India presently has as many as 881 private satellite channels. Of these 399 are news and current affairs channels, while 482 fit into the entertainment category. These are separate from the large number of Prasar Bharati run channels under the apron of the national broadcaster which more or less follow the government regulations.
In fact, India has the largest number of privately- owned satellite channels in the world which are broadcasting in a variety of languages and offer very divergent perspectives on day-to-day politics being played out at the state and central levels.
Is the Indian government in a position to ban this large spectrum of private satellite channels using one pretext or the other? The current dispensation did not think twice when they decided to muddy the waters by banning NDTV India and News Time Assam.
It was the Information and Broadcasting Ministry’s decision to ban the NDTV channel for one day on the ground of violation of Rule 6(1) which prohibits live coverage of anti-terrorism activities which has brought the debate of media freedom to centre stage . Several political parties described the clampdown as shocking and authoritarian and being reminiscent of a `second emergency’.
This is the first time that the national security clause has been invoked though television channels have been banned in the past more often than not for airing adult content.
Media analysts question why the government came up with this ridiculous one-day ban in the first place? Has it served any purpose at all given that NDTV India had informed the government following the showcase notice that the channel’s coverage of the Pathankot terrorist attack comprised largely of information already in the public domain and provided to them through official briefings given by senior army and air force officials located in Pathankot itself.
Media analysts who follow channels closely confirm that there was nothing groundbreaking about NDTV India’s coverage of Pathankot. In fact, this channel has no history of breaking stories relating to anti-terrorist operations being conducted by the armed forces. Their forte has been more in the field of soft stories dealing in subjects disparagingly described in media circles as `women-oriented and children-related stories’.

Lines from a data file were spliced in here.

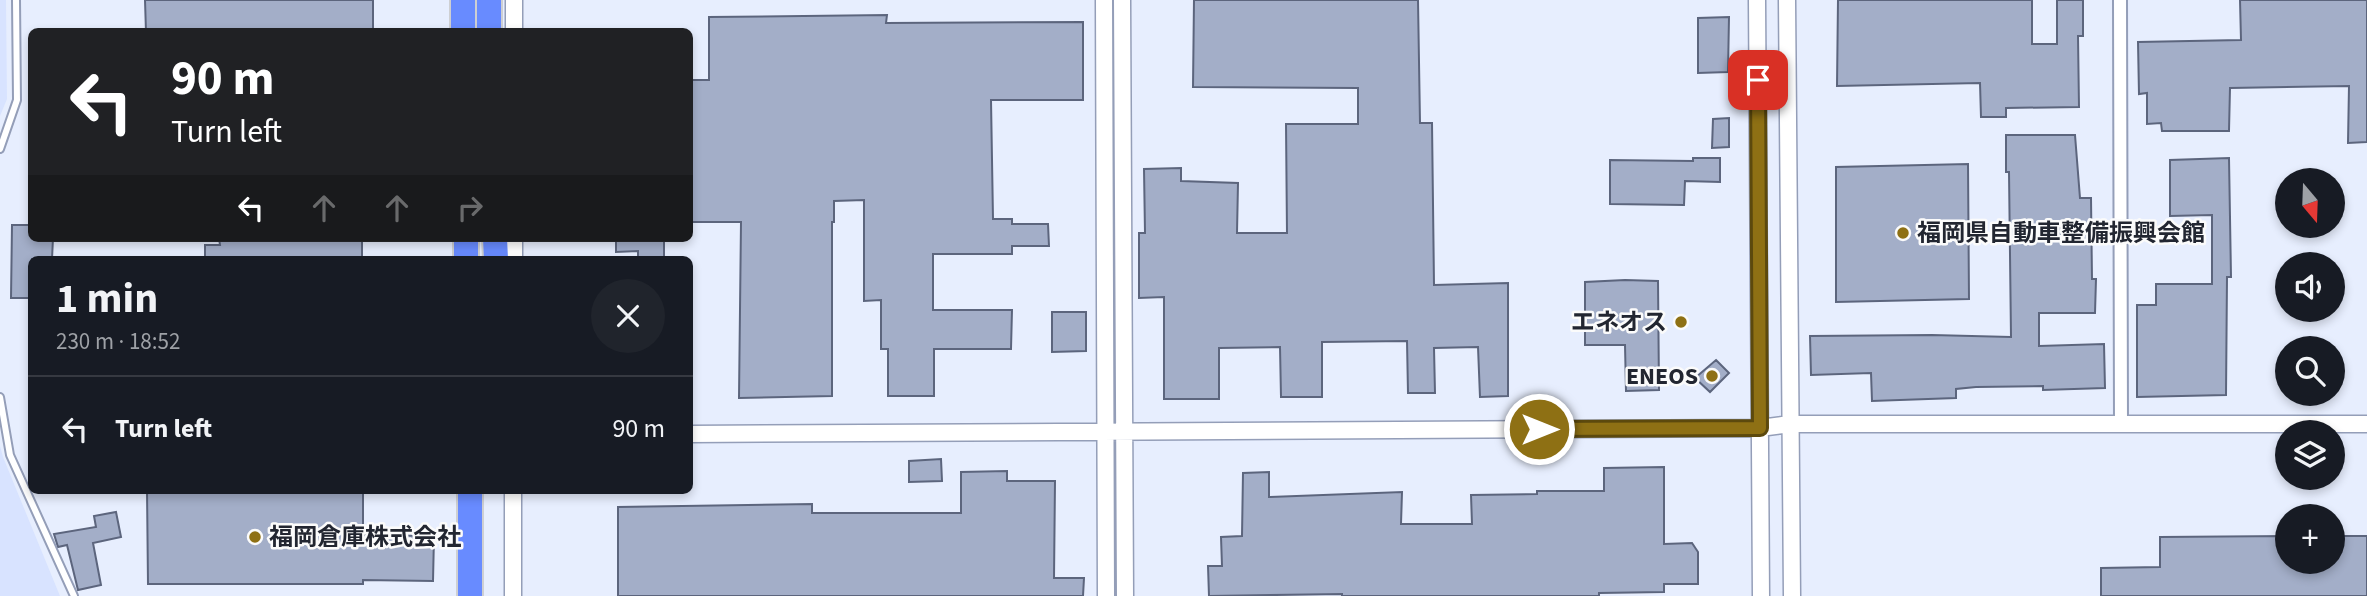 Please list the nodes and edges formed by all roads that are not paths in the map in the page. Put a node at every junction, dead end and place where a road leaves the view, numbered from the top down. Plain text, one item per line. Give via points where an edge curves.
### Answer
1 (16, 0) edge
2 (463, 0) edge
3 (470, 0) edge
4 (489, 0) edge
5 (514, 0) edge
6 (1104, 0) edge
7 (1122, 0) edge
8 (1757, 0) edge
9 (1787, 0) edge
10 (2120, 0) edge
11 (463, 28) edge
12 (470, 28) edge
13 (489, 28) edge
14 (514, 28) edge
15 (0, 149) edge
16 (0, 397) edge
17 (1790, 424) junction
18 (2367, 424) edge
19 (2120, 425) junction
20 (1760, 428) junction
21 (1106, 431) junction
22 (1124, 432) junction
23 (693, 434) edge
24 (464, 494) edge
25 (470, 494) edge
26 (476, 494) edge
27 (513, 494) edge
28 (74, 596) edge
29 (468, 596) edge
30 (476, 596) edge
31 (513, 596) edge
32 (1107, 596) edge
33 (1125, 596) edge
34 (1761, 596) edge
35 (1792, 596) edge

1 - 15 lane via 16,100
2 - 11 highway
3 - 12 highway
4 - 13 highway
5 - 14 street
6 - 21 street
7 - 22 street
8 - 20 street
9 - 17 street
10 - 19 street
16 - 28 lane via 10,455
17 - 19 street
17 - 20 street
17 - 35 street
18 - 19 street
20 - 22 street
20 - 34 street
21 - 22 street
21 - 23 street
21 - 32 street
22 - 33 street
24 - 29 street
25 - 29 highway
26 - 30 highway
27 - 31 street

Critics of the government insist this is one more example of arm-twisting . With the media and political outcry growing stronger, the government decided to put this decision `on hold’ but there are those who suspect that the present dispensation has scores to settle with the NDTV group and is, therefore, not hesitating to indulge in some muscle flexing.

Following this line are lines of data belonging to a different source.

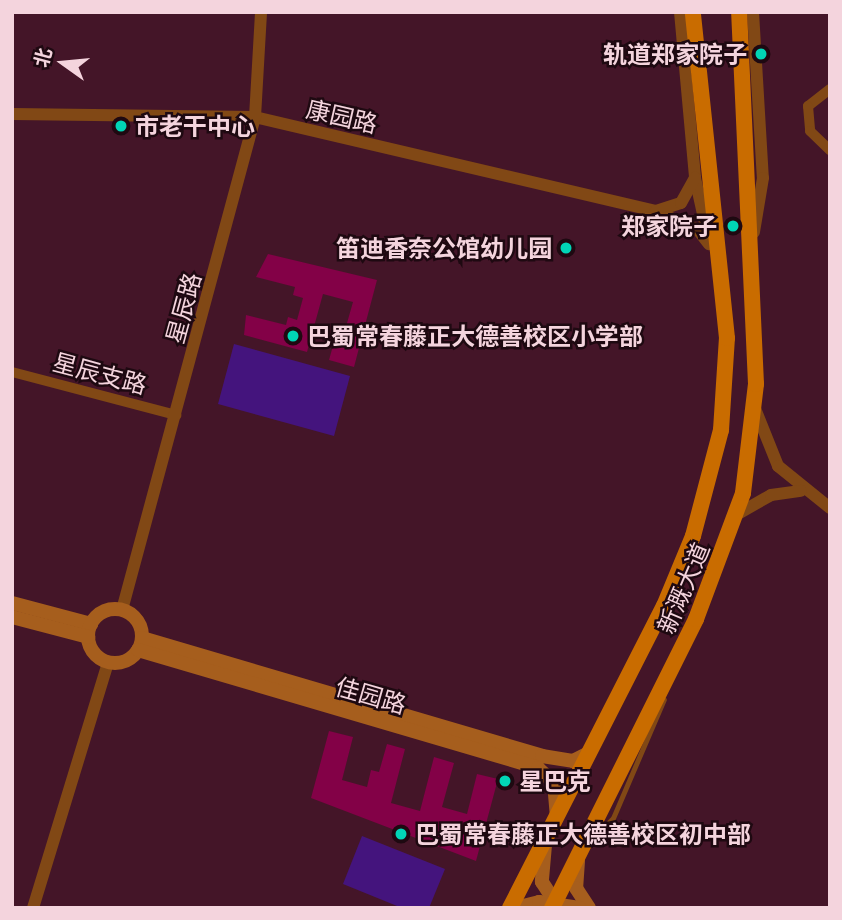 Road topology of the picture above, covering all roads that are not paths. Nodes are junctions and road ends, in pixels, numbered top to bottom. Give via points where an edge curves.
1 (261, 12) edge
2 (680, 12) edge
3 (693, 12) edge
4 (739, 12) edge
5 (754, 12) edge
6 (830, 89) edge
7 (12, 114) edge
8 (255, 117) junction
9 (830, 150) edge
10 (695, 178) junction
11 (655, 211) junction
12 (709, 244) junction
13 (750, 260) junction
14 (722, 276) junction
15 (12, 372) edge
16 (754, 406) junction
17 (176, 415) junction
18 (801, 491) junction
19 (830, 508) edge
20 (736, 516) junction
21 (12, 603) edge
22 (122, 610) junction
23 (12, 617) edge
24 (90, 630) junction
25 (140, 644) junction
26 (108, 662) junction
27 (587, 754) junction
28 (557, 814) junction
29 (547, 834) junction
30 (581, 853) junction
31 (555, 906) edge
32 (33, 908) edge
33 (513, 908) edge
34 (580, 908) edge
35 (589, 908) edge

1 - 8 street, 星辰路
2 - 10 street, 新溉大道
3 - 14 main road, 新溉大道
4 - 13 main road, 新溉大道
5 - 13 street, 新溉大道 via 763,177
6 - 9 street via 808,107 810,131
7 - 8 street, 康园路
8 - 11 street, 康园路
8 - 17 street, 星辰路
10 - 11 street via 681,203
10 - 12 street, 新溉大道
11 - 12 street, 康园路 via 698,230
12 - 14 street, 新溉大道
13 - 16 main road, 新溉大道
14 - 27 main road, 新溉大道 via 726,383 709,484 664,606
15 - 17 street, 星辰支路
16 - 18 street via 778,466
16 - 20 main road, 新溉大道
17 - 22 street, 星辰路
18 - 19 street
18 - 20 street via 771,495
20 - 30 main road, 新溉大道 via 673,666
21 - 24 main road
22 - 24 main road via 107,611
22 - 25 main road via 135,619
23 - 24 main road
24 - 26 main road via 96,655
25 - 26 main road via 122,662
25 - 27 main road, 佳园路 via 562,761
25 - 28 main road, 佳园路 via 538,768 554,783
26 - 32 street
27 - 28 main road, 新溉大道
28 - 29 main road, 新溉大道
29 - 31 main road via 541,872
29 - 33 main road, 新溉大道
30 - 31 main road, 新溉大道
30 - 35 main road via 576,888
31 - 33 main road
31 - 34 main road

However, the BJP has supported the government’s decision to ban NDTV India for a day, insisting the nation comes first and there cannot be any compromise with national security.
BJP’s national secretary Shrikant Sharma, while committing to supporting the freedom of the press, insisted that national security came first.
The amendment in the Cable Television Network rules came into force in 2015 and was a follow-up of the 26/11 terror attack in Mumbai in November 2008.
The I& B Ministry has sent show cause notices to 180 channels between 2004 and 2010 but so far 30 channels have been banned for periods between one day to two months for having violated the program and advertising codes.
The I&B ministry officials opine that implementing these rules is a nightmare and they begin to investigate cases generally on the basis of complaints lodged by consumers and occasionally rival channels.
Can information be controlled in the age of social media? Recent examples of the Bhopal encounter where several videos of the encounter have been placed in the public domain show that this is no longer feasible.
Targeting newspapers and channels is not going to work. Shutting them down may been seen as a draconian measure given that if the government attempts to block news, it will find its way in the social media. Anti-terrorist operations fall in another category, but even there, the only way forward may be to ensure regular government briefings to help provide a credible flow of information.